The E/M service meets the criteria of a level 4 established patient (99214). Because the E/M work of the office visit is above and beyond that included in the procedure, the visit is considered separately reportable. Again, the same diagnosis can be used for both the office visit and the procedure; a separate “procedure” report or paragraph for the injection is recommended.
A 56-year-old female is seen for evaluation of knee and shoulder pain 18 months after the most recent visit. The physician completes an expanded, problem-focused history and examination. Radiographs of the knee and shoulder are ordered and viewed. The assessment and diagnoses are rotator cuff tendinitis and knee osteoarthritis.
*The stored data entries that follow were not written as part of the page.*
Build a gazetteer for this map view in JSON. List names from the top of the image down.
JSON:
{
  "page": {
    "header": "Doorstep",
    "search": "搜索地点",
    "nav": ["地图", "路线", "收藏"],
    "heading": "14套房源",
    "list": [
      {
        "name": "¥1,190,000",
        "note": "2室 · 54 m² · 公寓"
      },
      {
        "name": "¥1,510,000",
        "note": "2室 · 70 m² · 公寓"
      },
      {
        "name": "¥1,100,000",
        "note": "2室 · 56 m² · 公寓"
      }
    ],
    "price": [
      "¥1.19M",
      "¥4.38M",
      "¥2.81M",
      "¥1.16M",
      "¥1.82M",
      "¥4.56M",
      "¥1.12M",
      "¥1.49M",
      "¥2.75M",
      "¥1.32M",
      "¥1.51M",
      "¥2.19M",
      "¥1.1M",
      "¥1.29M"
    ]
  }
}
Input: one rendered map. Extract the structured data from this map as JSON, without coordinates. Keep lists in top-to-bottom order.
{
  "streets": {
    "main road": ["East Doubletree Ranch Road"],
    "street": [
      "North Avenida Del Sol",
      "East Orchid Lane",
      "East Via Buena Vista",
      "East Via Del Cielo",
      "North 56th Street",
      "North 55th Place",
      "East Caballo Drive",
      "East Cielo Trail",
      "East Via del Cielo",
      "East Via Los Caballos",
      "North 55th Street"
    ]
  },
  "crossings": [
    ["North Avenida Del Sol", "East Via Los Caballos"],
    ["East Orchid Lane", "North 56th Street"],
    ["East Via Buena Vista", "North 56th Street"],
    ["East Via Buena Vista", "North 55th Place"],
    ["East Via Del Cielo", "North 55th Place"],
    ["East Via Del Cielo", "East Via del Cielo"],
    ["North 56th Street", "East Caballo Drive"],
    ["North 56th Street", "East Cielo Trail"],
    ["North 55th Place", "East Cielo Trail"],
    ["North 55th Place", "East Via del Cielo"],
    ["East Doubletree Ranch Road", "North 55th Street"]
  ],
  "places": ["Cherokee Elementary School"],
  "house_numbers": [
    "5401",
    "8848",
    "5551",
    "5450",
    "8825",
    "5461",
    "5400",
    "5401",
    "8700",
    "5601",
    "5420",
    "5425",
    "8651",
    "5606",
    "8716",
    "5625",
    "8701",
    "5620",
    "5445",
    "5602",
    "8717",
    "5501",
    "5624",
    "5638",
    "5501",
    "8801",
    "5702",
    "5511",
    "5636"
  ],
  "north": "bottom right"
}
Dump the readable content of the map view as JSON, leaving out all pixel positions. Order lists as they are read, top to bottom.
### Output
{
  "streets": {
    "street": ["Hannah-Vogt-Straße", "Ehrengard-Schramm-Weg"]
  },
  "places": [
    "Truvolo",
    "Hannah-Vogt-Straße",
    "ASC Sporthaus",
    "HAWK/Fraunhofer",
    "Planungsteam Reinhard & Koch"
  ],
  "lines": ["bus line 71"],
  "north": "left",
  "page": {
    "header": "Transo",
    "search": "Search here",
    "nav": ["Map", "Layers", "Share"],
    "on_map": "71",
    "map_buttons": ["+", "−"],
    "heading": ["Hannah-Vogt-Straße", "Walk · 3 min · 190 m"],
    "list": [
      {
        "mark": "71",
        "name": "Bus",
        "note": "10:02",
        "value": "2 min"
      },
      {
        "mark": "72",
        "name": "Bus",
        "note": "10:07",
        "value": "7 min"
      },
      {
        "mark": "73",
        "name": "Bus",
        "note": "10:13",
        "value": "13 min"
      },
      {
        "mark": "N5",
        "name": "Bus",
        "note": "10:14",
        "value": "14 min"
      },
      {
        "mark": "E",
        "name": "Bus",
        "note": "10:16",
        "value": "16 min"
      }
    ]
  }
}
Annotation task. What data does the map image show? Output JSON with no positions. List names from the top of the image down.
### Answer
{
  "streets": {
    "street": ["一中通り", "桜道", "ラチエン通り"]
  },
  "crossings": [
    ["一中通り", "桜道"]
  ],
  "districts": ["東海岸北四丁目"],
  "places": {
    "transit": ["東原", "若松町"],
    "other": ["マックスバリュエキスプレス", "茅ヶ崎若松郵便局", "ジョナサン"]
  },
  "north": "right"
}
The E/M service meets the criteria of a level 3 established patient (99213). The procedure is for the rotator cuff tendinitis, whereas the E/M visit is for both the rotator cuff tendinitis and knee arthritis. Because the E/M service is for a different diagnosis than the procedure, the office visit is considered separately reportable. The diagnosis for the E/M visit should be only knee osteoarthritis and the diagnosis for the injection procedure is rotator cuff tendinitis.
Understanding the correct use of modifier 25 and the required documentation is critical to avoiding problems and adjudicating inappropriate claim denials or underpayments. The key requirement of a “significant and separately identifiable” E/M service is that the work for the E/M service is substantially more and different than the typical preoperative and postoperative E/M work included in the minor procedure.